EX-99.1 2 v162214_ex99-1.htm
 
Exhibit 99.1
 
NEWS RELEASE

 
CONTACT:
Edward B. Kornfeld
Chief Executive Officer
Porta Systems Corp.
(516) 364-9300


FOR IMMEDIATE RELEASE
PORTA SYSTEMS CORP. ANNOUNCES ONE-FOR-500 REVERSE SPLIT;
SECURITIES EXCHANGE ACT REGISTRATION TO BE TERMINATED

Syosset, NY – October 5, 2009 – Porta Systems Corp. (OTCBB: PORT) today announced that the board of directors and the holder of 70% of its common stock have approved a one-for-500 reverse split of the common stock.  As part of the reverse split, Porta Systems will pay cash for fractional shares.  As result, Porta Systems will have fewer than 300 record owners of its common stock and will, as soon as practical after the effectiveness of the reverse split, terminate its registration under the Securities Exchange Act of 1934.  The board of Porta Systems believes that the reverse split is necessary, among other reasons, in order to enable Porta Systems to reduce the significant legal, accounting and other expenses resulting from its status as a public corporation, as well as the significant expenses associated with complying with the Sarbanes-Oxley Act.  Further, over the past few months there has been virtually no trading in the company’s stock, and when traded, it has traded at a very low price.

The reverse split will become effective approximately 20 days after an information statement describing the reverse split is mailed to stockholders.  Porta Systems plans to file the information statement with the Securities and Exchange Commission by October 7, 2009.  Stockholder approval was given by the written consent of Gates Systems Holding LTD, a wholly-owned subsidiary of Cheyne Special Situations Fund, L.P., which is the holder of Porta Systems’ senior debt.

Porta Systems will pay cash for fractional shares based on the fair value of the common stock, which was determined by the board of directors to be $48.25 per share after giving effect to the reverse split.  This value was based on the average of the daily closing bid and asked prices for the common stock for the month of September 2009, which was $0.0965, multiplied by 500.

Upon the filing of the notice of termination of registration under the Securities Exchange Act, Porta Systems will no longer be subject to the reporting obligations under the Securities Exchange Act, and its common stock will no longer be traded on the OTC Bulletin Board.
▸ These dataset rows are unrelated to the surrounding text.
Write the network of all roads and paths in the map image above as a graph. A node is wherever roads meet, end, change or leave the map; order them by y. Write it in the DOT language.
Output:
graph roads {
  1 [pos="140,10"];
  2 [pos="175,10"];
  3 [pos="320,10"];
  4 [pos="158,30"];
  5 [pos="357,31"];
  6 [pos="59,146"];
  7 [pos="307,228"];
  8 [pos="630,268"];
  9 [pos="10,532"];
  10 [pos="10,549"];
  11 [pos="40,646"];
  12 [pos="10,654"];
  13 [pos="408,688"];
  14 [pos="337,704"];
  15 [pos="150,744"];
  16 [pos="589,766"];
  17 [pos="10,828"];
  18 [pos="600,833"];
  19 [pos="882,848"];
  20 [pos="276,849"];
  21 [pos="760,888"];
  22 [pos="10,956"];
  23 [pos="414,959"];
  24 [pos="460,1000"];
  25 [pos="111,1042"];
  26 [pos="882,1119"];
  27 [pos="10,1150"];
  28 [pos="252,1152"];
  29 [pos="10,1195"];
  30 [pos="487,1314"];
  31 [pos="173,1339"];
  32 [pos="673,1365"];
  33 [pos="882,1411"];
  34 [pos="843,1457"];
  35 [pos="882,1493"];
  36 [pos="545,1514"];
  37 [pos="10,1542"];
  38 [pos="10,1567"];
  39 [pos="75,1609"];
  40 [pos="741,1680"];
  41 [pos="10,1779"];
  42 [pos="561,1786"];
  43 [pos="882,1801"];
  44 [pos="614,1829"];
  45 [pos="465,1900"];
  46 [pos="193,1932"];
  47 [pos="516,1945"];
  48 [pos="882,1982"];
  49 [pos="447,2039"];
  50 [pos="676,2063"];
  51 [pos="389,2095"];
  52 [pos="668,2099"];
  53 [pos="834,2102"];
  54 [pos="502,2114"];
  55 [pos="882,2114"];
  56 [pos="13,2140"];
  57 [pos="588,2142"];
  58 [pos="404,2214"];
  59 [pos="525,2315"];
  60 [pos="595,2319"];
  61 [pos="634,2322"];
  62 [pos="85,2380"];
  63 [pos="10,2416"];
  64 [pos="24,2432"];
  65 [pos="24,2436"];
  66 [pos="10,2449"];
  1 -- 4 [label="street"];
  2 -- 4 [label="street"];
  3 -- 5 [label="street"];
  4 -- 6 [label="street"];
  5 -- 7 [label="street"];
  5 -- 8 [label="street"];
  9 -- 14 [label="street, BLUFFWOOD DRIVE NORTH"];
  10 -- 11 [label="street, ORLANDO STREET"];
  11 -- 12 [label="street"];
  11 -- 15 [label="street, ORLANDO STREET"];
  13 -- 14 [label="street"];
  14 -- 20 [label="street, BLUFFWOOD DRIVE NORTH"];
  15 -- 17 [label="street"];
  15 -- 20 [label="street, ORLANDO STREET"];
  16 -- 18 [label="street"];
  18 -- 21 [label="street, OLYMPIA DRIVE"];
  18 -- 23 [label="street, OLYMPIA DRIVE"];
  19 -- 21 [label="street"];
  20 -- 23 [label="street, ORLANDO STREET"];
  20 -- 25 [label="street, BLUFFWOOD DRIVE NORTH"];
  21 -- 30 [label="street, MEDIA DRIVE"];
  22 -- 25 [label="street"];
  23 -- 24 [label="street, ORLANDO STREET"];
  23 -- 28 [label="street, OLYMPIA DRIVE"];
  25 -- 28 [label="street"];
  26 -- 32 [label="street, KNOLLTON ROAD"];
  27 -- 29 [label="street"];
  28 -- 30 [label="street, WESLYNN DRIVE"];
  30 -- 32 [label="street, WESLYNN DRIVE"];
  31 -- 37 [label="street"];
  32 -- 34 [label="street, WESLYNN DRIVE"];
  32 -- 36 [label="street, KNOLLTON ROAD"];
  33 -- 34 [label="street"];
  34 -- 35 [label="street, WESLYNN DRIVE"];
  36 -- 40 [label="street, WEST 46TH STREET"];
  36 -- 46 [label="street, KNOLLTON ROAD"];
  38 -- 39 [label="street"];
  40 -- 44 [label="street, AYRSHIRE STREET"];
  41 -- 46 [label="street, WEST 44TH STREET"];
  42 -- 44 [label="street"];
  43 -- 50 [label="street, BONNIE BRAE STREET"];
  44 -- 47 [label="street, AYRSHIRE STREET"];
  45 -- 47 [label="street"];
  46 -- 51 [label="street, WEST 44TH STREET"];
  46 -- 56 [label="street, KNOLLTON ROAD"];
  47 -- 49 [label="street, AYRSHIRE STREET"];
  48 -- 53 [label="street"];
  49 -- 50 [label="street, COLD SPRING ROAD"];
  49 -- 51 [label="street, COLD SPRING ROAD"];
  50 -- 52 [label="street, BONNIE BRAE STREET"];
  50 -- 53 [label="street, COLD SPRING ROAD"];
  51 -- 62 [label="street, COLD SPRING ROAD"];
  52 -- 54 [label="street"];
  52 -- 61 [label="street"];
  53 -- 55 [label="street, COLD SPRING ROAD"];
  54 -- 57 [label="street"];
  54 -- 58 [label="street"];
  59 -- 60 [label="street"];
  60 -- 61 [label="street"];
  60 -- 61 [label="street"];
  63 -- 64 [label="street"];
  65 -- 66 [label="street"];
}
Once Porta Systems is no longer a reporting company, any trading of its common stock would be on the pink sheets.
 
The stockholder also approved the reelection of Porta Systems’ current board of directors, the adoption of a long-term incentive plan, the selection of BDO Seidman, LLP as Porta Systems’ independent registered accounting firm for the year ending December 31, 2009 and a reduction of the authorized capital stock.

- more -

 
 

 
Porta Systems Corp., Press Release 
Page 2
October 5, 2009


About Porta Systems Corp.

Porta Systems Corp. designs, manufactures, markets and supports communication equipment used in telecommunications, video and data networks worldwide.

Forward-Looking Statements

Statements in this press release may be “forward-looking statements” within the meaning of the Private Securities Litigation Reform Act of 1995. These statements are based on current expectations, estimates and projections about the Company’s business based, in part, on assumptions made by management.  These statements are not guarantees of future performance and involve risks, uncertainties and assumptions that are difficult to predict.  Therefore, actual outcomes and results may, and probably will, differ materially from what is expressed or forecasted in such forward-looking statements due to numerous factors, including those described above and those risks discussed from time to time in the Company’s filings with the Securities and Exchange Commission filings, including the Risk Factors included in the Form 10-K for the year ended December 31, 2008 and the Management’s Discussion and Analysis of Financial Conditions and Results of Operations in the Form 10-K for the year ended December 31, 2008 and the Form 10-Q for the quarter ended June 30, 2009.  In addition, general industry and market conditions and growth rates, and general economic conditions could affect such statements. Any forward-looking statements speak only as of the date on which they are made, and the Company does not undertake any obligation to update any forward-looking statement to reflect events or circumstances after the date of this release.